A database organizes data through entities, attributes and relationships.
- **Entities** are the abstract representations of the objects of interest (analogous to a [[Class]] in programming).
- **Attributes** are the characteristics of interest for which data are stored.
- **Relationships** are associations between two or more entities. These are named with a verb by convention.
These three are often described using an [[entity-relationship diagram]].
Each individual record is referred to as an **instance**. Each instance will have an **identifier**, which is a special attribute used to identify a specific instance.
Databases include user data, metadata, application data, and indices.
- **User data** refers to the data users work with, often stored in tables.
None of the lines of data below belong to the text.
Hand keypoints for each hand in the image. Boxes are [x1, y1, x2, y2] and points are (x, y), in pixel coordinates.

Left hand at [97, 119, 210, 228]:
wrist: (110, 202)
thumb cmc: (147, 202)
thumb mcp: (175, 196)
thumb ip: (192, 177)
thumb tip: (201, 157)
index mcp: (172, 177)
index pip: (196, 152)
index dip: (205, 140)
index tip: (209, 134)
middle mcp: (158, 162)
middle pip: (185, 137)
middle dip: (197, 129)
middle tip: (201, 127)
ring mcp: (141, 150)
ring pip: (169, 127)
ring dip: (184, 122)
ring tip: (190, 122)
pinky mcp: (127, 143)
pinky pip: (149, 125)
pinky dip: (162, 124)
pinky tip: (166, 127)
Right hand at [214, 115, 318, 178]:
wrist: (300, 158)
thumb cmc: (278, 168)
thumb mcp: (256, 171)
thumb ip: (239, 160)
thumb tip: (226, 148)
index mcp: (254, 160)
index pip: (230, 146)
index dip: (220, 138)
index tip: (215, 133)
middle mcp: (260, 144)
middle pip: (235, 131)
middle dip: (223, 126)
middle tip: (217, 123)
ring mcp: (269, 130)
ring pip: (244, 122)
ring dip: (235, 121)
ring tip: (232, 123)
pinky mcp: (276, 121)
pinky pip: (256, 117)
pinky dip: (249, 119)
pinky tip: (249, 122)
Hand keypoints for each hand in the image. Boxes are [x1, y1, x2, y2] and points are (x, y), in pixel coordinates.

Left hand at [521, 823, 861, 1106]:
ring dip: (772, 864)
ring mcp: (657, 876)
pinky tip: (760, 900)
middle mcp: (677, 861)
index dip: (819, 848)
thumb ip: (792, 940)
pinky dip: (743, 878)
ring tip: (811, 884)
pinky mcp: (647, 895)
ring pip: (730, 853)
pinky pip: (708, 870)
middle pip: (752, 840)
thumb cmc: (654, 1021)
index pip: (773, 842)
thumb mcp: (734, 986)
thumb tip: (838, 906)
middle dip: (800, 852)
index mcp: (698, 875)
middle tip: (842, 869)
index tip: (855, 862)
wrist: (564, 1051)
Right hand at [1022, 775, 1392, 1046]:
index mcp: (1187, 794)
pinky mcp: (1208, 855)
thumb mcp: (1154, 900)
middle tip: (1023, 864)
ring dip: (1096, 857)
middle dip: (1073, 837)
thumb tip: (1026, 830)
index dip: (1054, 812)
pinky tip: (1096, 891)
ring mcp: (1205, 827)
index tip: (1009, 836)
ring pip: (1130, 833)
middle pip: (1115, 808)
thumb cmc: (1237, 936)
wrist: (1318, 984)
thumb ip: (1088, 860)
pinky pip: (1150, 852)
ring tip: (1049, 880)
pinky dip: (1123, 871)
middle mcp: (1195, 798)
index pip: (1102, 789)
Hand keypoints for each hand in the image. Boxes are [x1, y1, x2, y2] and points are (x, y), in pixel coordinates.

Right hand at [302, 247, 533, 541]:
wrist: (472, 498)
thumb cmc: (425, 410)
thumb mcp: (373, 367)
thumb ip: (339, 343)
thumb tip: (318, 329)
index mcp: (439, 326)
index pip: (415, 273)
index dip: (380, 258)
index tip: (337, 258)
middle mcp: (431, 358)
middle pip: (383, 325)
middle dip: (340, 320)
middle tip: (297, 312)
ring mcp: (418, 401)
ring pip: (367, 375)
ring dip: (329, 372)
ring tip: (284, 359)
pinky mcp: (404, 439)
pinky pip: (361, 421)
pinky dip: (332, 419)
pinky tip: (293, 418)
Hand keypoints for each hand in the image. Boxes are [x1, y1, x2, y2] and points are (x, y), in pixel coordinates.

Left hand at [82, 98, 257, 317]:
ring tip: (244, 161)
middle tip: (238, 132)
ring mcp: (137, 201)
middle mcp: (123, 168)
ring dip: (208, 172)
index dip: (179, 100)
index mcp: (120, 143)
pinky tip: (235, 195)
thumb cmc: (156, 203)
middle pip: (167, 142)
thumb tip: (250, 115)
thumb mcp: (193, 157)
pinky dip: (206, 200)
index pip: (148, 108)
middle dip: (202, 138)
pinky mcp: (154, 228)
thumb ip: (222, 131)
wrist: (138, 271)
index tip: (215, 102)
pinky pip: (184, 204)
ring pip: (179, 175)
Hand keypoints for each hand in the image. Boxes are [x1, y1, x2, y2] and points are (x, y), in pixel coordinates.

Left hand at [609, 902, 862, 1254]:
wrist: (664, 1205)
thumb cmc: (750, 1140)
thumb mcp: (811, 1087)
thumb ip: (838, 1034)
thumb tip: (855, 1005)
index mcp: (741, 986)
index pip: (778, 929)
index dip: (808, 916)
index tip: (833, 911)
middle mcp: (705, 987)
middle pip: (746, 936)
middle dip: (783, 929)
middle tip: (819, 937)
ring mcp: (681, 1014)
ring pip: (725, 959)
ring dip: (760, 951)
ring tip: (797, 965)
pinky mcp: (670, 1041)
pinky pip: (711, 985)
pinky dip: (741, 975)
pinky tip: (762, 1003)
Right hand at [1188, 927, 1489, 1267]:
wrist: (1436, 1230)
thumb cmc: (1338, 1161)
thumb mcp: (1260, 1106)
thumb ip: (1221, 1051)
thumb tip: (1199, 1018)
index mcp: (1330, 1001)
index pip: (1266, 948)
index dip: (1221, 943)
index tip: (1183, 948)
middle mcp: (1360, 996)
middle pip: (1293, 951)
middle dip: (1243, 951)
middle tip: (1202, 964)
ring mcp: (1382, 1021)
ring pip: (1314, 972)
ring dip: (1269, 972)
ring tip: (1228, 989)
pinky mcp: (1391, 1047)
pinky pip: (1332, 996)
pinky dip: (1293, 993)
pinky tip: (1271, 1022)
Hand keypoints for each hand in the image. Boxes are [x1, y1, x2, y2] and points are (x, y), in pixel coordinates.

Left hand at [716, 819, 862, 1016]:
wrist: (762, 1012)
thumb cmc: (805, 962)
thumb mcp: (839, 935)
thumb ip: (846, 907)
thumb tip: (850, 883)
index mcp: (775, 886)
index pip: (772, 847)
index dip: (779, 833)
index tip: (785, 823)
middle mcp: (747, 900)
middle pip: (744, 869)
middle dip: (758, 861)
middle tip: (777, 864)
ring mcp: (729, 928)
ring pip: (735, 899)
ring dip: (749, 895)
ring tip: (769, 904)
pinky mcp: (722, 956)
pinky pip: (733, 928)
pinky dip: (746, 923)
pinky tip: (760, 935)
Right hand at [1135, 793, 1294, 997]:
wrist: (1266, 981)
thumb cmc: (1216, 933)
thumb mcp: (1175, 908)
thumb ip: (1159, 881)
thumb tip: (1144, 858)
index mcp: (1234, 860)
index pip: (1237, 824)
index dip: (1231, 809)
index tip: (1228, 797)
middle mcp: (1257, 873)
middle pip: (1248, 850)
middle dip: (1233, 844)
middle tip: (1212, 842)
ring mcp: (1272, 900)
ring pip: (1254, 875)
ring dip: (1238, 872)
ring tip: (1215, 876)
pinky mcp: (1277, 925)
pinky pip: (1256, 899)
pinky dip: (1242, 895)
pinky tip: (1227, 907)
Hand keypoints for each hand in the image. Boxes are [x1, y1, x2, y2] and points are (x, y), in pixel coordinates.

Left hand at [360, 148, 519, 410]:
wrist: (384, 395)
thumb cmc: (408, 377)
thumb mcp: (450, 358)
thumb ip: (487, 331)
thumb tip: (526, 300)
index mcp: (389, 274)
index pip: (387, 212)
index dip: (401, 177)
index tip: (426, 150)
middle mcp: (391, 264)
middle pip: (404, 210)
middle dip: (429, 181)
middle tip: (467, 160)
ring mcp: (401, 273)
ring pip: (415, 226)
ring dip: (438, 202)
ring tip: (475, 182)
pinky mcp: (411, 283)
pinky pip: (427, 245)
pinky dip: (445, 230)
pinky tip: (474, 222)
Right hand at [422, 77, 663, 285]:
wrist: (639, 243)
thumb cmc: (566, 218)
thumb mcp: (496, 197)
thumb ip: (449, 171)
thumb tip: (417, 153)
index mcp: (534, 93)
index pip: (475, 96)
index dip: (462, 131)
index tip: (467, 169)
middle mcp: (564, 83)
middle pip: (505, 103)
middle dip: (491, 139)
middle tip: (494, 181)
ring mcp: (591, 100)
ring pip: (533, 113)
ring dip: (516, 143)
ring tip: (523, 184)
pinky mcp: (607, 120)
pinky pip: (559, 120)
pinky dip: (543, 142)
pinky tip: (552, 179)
- **Metadata** are data about data. These describe the data including table name, column name, data type, primary keys, etc. Metadata are stored in system tables accessible only to administrators.
- **Indices** store representations of data to facilitate storing, searching and sorting.
- **Application metadata** include forms, reports and queries.
## buffer cache
A [[database management system]] will load any data that is read from disk or written back to the [[database]] in buffer cache.
## transactions
Operations on the database are grouped into transactions. This helps ensure [[ACID]] compliance. A transaction is also known as a logical unit of work (LUW). Either all the actions in a transaction are committed or none are committed.
Transactions are **interleaved** meaning that the operating system quickly switches CPU services among tasks so some portion of each task is carried out in a given interval, but the transactions appear concurrent. In other words, multiple transactions can execute at the same time without compromising data integrity. This is called **concurrency**.
Concurrency entails challenges including
- **Lost update**: one user's changes overlay or interfere with another's
- **Inconsistent reads**: two users can read the same thing and get different results. Reading from the buffer cache can result in an inconsistent read known as a **dirty read**.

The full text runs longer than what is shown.